Virtualizando la formación aeronáutica

Todo parece indicar que los pilotos de una aerolínea mexicana que está reactivando su flota de aeronaves rusas, las mismas que, por cierto, estuvo a punto de retirar por completo apenas hace unos meses, se estarían beneficiando de ciertas facilidades otorgadas por la autoridad aeronáutica nacional para que reciban, de manera excepcional y seguramente muy cuidada, por lo menos una parte de su adiestramiento de manera virtual, es decir, sin estar presentes en el salón de clase o en el simulador de vuelo, algo que me parece una buena opción de emergencia y por ende temporal ante las complicaciones para realizar traslados físicos causadas por la pandemia siempre y cuando, insisto, la certificación de sus capacidades garantice hasta donde eso es posible hacer, la seguridad de los vuelos.

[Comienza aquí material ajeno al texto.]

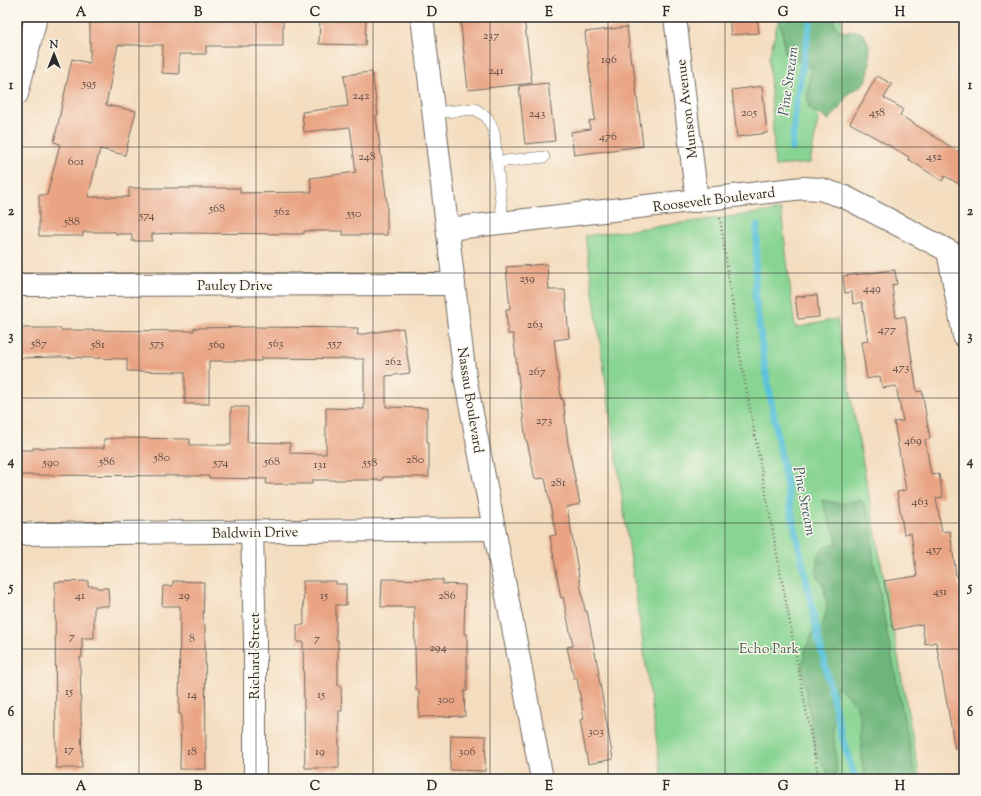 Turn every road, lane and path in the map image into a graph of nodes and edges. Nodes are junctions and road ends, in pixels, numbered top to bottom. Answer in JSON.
{"nodes":[{"id":1,"x":36,"y":17,"type":"edge"},
{"id":2,"x":422,"y":17,"type":"edge"},
{"id":3,"x":675,"y":17,"type":"edge"},
{"id":4,"x":17,"y":94,"type":"edge"},
{"id":5,"x":433,"y":113,"type":"junction"},
{"id":6,"x":544,"y":157,"type":"dead end"},
{"id":7,"x":497,"y":162,"type":"junction"},
{"id":8,"x":697,"y":201,"type":"junction"},
{"id":9,"x":720,"y":218,"type":"dead end"},
{"id":10,"x":503,"y":222,"type":"junction"},
{"id":11,"x":448,"y":229,"type":"junction"},
{"id":12,"x":956,"y":255,"type":"edge"},
{"id":13,"x":454,"y":284,"type":"junction"},
{"id":14,"x":17,"y":285,"type":"edge"},
{"id":15,"x":964,"y":336,"type":"edge"},
{"id":16,"x":494,"y":529,"type":"junction"},
{"id":17,"x":252,"y":532,"type":"junction"},
{"id":18,"x":17,"y":534,"type":"edge"},
{"id":19,"x":255,"y":779,"type":"edge"},
{"id":20,"x":542,"y":779,"type":"edge"},
{"id":21,"x":819,"y":779,"type":"edge"}],
"edges":[{"from":1,"to":4,"type":"street"},
{"from":2,"to":5,"type":"street","name":"Nassau Boulevard"},
{"from":3,"to":8,"type":"street","name":"Munson Avenue"},
{"from":5,"to":7,"type":"lane"},
{"from":5,"to":11,"type":"street","name":"Nassau Boulevard"},
{"from":6,"to":7,"type":"lane"},
{"from":7,"to":10,"type":"lane"},
{"from":8,"to":10,"type":"street","name":"Roosevelt Boulevard"},
{"from":8,"to":12,"type":"street","name":"Roosevelt Boulevard"},
{"from":9,"to":21,"type":"path"},
{"from":10,"to":11,"type":"street","name":"Roosevelt Boulevard"},
{"from":11,"to":13,"type":"street","name":"Nassau Boulevard"},
{"from":12,"to":15,"type":"street"},
{"from":13,"to":14,"type":"street","name":"Pauley Drive"},
{"from":13,"to":16,"type":"street","name":"Nassau Boulevard"},
{"from":16,"to":17,"type":"street","name":"Baldwin Drive"},
{"from":16,"to":20,"type":"street","name":"Nassau Boulevard"},
{"from":17,"to":18,"type":"street","name":"Baldwin Drive"},
{"from":17,"to":19,"type":"street","name":"Richard Street"}]} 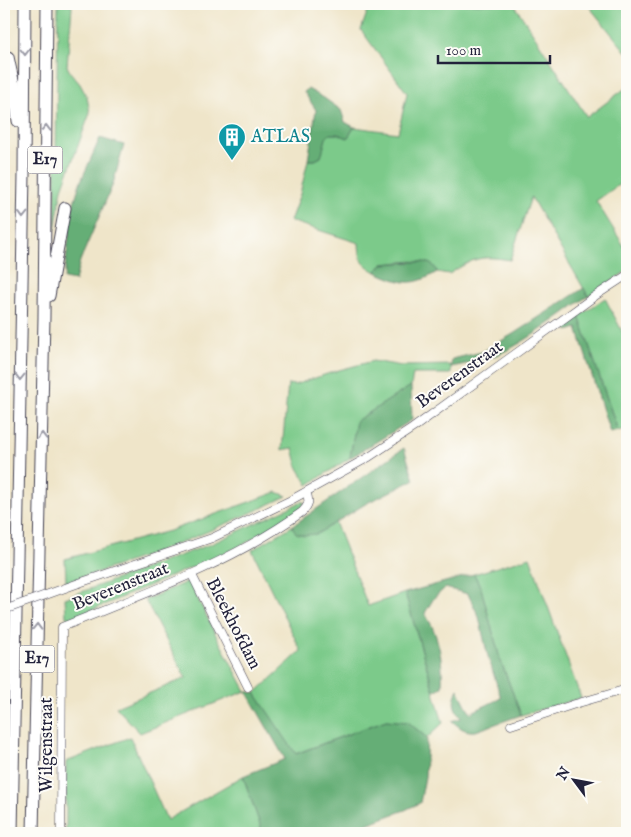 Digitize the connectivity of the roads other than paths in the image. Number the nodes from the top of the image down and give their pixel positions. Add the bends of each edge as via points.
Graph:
1 (25, 4) edge
2 (47, 4) edge
3 (8, 57) dead end
4 (24, 174) junction
5 (64, 208) dead end
6 (627, 275) edge
7 (44, 317) junction
8 (306, 492) junction
9 (192, 575) junction
10 (4, 610) edge
11 (62, 627) joint
12 (248, 687) dead end
13 (627, 689) edge
14 (511, 725) dead end
15 (12, 833) edge
16 (33, 833) edge
17 (61, 833) edge

1 -> 4 highway, E17
7 -> 2 highway, E17
3 - 4 highway
4 -> 15 highway, E17
5 - 7 highway
6 - 8 street, Beverenstraat via 413,428
16 -> 7 highway, E17
8 - 9 street, Beverenstraat via 307,508 296,517
8 - 10 street, Beverenstraat, bridge via 212,538
9 - 11 street, Beverenstraat
9 - 12 street, Bleekhofdam
11 - 17 street, Wilgenstraat
13 - 14 street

Para quien firma esta columna ha quedado perfectamente claro que las actividades profesionales y personales de los habitantes del planeta tienen un antes y un después en la manera de llevarse a cabo a partir de la irrupción del COVID-19, incluyendo, claro está, las de formación, capacitación, adiestramiento o educación; nuestros despachos, comedores, recámaras y salas en casa se han transformado en aulas o salas de juntas, lo que nos permite además pasar “tiempo de calidad” con aquellos seres queridos con los que los compartimos.

Maravilloso ¡pero no tanto como suena!

Y es que, con todo y los beneficios que potencialmente conlleva, que son muchos, con la formación a distancia y las herramientas didácticas que la acompañan se pierde algo que en mi opinión resulta esencial: la capacidad de sacarle todo el jugo a la experiencia del formador y la capacidad de que de la espontánea y compleja interacción a nivel presencial que produce que entre un alumno y un maestro se obtenga lo mejor del uno y del otro en beneficio de la calidad de la instrucción.

Si bien es cierto que una atractiva presentación digna de todo un diseñador gráfico es una gran herramienta para capturar la atención del alumno, también es cierto que ver físicamente en acción al profesor, escucharle, notar sus gestos, dejarle explicar abiertamente tal y como le salen los temas, etc., son parte de la magia de un salón de clases.

Convertir al formador básicamente en un generador de contenidos, es desperdiciar un tanto su tiempo, experiencia y talento asociados al dominio que tiene de una materia, obligándolo a convertirse en un moderno pedagogo, pero sin especialidad.

Sin duda todo académico debe saber transmitir lo que conoce y por lo tanto debe recurrir a las más modernas herramientas pedagógicas verbales y visuales para impartir sus clases, pero nadie puede dudar tampoco que lo que más vale de lo que hay detrás de una lámina o una ilustración son los años de trabajo, acumulación de información, cursos y obtención de capacidades que la hacen posible.

Desgraciadamente muchos grandes catedráticos que además son grandes comunicadores, simple y sencillamente no tienen las habilidades para hacer presentaciones gráficas al nivel que las nuevas generaciones de “millennial gamers” esperan, olvidándose que lo más valioso que pueden obtener de quien intenta enseñarles algo es esa suerte de sabiduría que no siempre es posible replicar en una hoja electrónica, ni extraer en un encuentro a distancia mediado por una cámara y un micrófono.

Es así que de la misma manera que me rebelo ante la posibilidad de verme forzado a no tener contacto más allá de lo virtual con mi hijo norteamericano, me rebelo también de verme forzado a no poder ponerme frente a mis alumnos para compartir con ellos este maravilloso mundo de conocimientos que rodea lo logístico, en particular lo aeronáutico.

Por lo tanto, mientras no pueda trasladarme al aula, haré todo lo posible para que mis clases virtuales se parezcan lo más posible a las presenciales, es decir, aspiro a que mis estudiantes perciban en nuestras sesiones a un profesor que domina lo que enseña y no necesariamente a un generador de contenidos gráficos. Lo contrario no es calidad de vida ni de educación.

El video es una maravillosa vitrina para ver al hombre y a su mundo, pero nada como estar en contacto físico con ellos.